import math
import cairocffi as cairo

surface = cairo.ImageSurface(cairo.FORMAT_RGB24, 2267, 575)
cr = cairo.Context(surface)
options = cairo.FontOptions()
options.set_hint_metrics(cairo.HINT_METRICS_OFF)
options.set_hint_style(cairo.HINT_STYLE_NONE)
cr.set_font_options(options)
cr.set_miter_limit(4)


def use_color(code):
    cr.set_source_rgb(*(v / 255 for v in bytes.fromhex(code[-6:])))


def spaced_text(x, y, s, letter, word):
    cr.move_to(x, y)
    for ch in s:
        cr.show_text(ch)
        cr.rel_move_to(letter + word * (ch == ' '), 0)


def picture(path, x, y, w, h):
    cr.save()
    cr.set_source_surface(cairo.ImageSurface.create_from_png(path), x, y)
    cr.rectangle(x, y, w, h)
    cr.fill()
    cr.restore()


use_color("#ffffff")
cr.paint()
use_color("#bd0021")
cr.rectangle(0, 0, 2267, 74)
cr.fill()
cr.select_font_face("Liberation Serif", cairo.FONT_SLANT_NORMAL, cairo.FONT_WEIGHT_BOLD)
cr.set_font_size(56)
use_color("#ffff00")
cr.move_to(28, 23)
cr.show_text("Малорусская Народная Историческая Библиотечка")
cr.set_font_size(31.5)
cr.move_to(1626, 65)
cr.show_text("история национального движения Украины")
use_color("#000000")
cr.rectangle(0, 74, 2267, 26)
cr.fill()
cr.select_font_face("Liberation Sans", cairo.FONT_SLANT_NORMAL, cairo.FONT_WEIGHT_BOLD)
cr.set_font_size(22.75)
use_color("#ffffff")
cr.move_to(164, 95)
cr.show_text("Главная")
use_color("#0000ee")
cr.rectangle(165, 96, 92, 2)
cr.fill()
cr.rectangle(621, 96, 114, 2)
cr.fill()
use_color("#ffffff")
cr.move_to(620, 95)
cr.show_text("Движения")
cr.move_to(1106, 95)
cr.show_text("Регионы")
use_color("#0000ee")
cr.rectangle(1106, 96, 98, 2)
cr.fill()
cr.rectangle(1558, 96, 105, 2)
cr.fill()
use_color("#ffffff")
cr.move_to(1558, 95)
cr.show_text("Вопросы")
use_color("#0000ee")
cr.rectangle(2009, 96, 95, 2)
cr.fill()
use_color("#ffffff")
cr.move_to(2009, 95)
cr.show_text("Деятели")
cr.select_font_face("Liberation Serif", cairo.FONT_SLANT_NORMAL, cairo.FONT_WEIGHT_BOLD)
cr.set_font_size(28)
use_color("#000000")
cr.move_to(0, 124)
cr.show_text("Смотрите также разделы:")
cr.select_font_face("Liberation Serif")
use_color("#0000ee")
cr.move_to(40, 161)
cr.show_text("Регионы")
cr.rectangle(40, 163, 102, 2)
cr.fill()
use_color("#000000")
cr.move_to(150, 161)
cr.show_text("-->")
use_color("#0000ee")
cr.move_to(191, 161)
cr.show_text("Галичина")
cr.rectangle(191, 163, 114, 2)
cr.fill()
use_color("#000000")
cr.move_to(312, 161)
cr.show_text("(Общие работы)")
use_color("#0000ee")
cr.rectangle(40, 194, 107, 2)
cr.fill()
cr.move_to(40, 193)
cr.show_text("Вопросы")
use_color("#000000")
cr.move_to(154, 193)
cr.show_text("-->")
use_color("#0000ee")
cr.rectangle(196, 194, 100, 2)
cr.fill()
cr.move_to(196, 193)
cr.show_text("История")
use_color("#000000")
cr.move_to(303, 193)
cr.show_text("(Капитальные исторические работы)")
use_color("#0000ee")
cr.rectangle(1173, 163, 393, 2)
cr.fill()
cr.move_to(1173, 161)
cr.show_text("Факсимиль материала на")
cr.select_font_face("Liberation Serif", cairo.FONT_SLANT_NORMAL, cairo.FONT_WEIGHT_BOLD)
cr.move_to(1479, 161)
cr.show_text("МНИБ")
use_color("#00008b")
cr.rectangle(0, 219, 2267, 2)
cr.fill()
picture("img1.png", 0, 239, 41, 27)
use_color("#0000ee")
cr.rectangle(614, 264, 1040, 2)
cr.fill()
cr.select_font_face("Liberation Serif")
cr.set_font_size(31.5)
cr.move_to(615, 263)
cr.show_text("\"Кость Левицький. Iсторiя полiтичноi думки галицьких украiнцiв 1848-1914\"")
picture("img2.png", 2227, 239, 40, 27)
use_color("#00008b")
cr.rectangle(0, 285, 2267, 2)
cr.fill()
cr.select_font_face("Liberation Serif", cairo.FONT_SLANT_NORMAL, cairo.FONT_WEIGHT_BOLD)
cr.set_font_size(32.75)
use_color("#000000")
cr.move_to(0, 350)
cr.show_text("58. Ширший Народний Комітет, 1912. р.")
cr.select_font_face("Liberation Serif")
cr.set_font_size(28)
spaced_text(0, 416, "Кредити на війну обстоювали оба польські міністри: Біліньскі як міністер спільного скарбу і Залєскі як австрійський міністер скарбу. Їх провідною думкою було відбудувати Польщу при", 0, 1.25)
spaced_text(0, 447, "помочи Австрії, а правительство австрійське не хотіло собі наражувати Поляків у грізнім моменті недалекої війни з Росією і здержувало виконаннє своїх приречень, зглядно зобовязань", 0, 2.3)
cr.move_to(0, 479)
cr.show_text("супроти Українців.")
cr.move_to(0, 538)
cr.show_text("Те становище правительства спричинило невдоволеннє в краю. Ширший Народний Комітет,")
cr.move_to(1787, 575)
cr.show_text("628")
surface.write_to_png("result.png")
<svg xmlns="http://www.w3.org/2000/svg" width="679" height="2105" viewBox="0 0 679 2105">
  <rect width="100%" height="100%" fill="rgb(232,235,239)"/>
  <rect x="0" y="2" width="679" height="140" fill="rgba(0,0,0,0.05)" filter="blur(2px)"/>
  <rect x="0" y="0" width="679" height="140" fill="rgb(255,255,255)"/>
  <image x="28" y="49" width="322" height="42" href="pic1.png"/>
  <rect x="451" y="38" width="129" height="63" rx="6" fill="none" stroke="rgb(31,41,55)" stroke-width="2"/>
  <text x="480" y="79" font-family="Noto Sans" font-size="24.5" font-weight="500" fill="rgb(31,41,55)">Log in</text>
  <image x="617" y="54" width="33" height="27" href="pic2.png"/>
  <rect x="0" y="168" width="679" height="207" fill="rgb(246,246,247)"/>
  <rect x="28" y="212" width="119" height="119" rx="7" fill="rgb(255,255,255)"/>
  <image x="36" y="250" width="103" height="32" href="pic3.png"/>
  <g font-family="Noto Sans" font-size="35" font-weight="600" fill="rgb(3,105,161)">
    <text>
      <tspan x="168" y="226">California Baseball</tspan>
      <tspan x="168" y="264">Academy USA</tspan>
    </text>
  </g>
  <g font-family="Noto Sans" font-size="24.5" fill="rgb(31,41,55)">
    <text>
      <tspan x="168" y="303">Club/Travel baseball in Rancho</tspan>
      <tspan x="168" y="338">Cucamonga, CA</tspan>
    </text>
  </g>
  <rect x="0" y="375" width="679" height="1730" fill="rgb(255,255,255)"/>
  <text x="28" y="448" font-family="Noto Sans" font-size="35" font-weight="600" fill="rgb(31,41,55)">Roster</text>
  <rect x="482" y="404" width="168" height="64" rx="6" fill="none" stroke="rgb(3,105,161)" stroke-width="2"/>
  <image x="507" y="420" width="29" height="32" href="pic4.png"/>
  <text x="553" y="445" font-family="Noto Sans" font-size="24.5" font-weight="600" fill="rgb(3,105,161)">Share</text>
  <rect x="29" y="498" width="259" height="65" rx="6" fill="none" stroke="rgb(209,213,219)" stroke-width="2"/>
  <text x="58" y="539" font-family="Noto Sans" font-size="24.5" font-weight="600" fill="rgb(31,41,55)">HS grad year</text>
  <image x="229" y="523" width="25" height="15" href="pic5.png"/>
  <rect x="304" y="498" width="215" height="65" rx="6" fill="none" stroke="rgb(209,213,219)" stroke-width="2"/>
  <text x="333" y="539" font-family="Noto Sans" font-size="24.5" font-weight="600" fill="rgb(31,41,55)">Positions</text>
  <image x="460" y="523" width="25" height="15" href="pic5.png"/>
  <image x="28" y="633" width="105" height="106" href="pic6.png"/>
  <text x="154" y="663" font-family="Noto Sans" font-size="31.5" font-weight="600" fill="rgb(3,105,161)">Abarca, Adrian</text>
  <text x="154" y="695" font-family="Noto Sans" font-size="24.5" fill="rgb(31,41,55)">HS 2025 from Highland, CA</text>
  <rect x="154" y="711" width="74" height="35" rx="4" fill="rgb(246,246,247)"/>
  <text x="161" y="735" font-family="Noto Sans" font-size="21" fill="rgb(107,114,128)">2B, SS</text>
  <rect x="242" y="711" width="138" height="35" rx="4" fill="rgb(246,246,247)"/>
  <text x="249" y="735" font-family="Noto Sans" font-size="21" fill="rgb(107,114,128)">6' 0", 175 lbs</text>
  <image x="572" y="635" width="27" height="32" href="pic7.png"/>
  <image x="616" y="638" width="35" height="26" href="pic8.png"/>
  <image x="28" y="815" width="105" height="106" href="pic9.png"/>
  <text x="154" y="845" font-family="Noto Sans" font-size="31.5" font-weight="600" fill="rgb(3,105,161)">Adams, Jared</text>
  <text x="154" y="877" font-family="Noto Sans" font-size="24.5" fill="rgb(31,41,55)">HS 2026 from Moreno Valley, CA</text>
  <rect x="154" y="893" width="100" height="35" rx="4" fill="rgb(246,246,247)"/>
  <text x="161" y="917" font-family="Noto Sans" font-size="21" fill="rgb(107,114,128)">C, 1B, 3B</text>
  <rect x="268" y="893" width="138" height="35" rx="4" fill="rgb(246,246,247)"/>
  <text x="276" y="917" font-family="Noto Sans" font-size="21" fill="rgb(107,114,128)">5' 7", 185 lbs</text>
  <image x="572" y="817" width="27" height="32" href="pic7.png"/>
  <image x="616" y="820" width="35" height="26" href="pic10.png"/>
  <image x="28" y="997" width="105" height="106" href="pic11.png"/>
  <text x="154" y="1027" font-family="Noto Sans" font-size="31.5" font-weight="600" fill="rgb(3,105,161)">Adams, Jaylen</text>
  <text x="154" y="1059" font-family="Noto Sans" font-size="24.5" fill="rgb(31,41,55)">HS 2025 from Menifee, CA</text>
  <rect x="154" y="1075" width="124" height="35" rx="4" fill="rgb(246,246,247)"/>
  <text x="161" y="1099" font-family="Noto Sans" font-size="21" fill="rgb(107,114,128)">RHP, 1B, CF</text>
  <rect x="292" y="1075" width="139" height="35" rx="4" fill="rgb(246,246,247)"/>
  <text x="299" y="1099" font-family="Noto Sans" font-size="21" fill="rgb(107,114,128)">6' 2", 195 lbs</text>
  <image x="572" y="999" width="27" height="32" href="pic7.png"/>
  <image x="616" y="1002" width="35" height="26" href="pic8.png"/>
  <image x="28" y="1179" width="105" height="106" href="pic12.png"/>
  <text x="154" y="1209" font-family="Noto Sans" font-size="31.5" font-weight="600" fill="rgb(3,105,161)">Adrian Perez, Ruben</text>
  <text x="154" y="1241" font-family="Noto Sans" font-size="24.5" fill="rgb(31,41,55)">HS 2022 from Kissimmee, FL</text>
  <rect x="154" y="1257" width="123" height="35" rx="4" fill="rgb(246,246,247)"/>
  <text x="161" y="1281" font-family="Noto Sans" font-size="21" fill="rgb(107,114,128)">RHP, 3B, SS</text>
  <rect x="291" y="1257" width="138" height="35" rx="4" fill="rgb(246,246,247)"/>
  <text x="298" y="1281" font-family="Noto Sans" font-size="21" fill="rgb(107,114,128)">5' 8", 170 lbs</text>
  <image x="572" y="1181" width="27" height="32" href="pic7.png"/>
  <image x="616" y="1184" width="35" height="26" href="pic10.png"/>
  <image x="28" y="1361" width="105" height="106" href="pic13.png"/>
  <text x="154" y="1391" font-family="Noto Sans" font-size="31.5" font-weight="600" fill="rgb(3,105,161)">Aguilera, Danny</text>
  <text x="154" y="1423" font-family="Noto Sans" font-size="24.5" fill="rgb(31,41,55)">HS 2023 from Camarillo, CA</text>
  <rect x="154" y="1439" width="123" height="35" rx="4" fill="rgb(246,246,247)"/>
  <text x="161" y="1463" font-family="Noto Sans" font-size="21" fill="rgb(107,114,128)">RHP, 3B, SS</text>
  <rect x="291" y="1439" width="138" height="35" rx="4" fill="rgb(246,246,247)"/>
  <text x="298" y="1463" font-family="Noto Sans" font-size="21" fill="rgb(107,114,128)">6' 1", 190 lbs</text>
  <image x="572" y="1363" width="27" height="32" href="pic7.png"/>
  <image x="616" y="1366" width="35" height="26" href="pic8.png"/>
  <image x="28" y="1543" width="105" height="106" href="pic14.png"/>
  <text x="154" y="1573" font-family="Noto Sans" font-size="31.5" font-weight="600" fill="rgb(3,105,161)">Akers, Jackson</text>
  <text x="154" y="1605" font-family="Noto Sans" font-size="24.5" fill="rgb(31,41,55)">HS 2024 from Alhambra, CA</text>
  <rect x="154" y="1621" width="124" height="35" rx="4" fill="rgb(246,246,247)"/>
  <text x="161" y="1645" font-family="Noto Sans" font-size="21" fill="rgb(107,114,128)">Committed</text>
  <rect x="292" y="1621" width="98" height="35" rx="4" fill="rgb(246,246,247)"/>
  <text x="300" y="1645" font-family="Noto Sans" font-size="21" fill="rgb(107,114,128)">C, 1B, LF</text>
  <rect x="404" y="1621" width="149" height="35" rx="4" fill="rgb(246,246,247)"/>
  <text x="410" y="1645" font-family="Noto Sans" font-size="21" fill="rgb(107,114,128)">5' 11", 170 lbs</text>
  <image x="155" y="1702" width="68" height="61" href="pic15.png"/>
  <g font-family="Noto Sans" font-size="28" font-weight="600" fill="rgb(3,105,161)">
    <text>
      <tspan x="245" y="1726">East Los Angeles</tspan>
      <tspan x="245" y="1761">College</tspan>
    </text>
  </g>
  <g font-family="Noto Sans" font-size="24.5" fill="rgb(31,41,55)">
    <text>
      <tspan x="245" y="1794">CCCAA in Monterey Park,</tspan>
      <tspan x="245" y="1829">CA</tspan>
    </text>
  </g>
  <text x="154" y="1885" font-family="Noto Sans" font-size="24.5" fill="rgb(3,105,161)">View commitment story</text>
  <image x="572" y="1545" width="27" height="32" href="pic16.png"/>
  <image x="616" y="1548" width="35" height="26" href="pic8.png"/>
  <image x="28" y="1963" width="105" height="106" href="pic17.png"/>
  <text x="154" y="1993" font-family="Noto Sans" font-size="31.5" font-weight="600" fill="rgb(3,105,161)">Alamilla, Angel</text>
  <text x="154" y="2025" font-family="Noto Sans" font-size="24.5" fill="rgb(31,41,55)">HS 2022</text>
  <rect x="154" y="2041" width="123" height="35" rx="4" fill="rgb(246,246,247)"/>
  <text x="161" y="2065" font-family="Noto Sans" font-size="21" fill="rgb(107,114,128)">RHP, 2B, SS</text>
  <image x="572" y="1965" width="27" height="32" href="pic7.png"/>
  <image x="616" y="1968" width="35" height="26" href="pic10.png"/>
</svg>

════════════════

▸ What you have to do
Note every line above where the string "word" shows up, and copy those lines.

▸ Answer area
def spaced_text(x, y, s, letter, word):
        cr.rel_move_to(letter + word * (ch == ' '), 0)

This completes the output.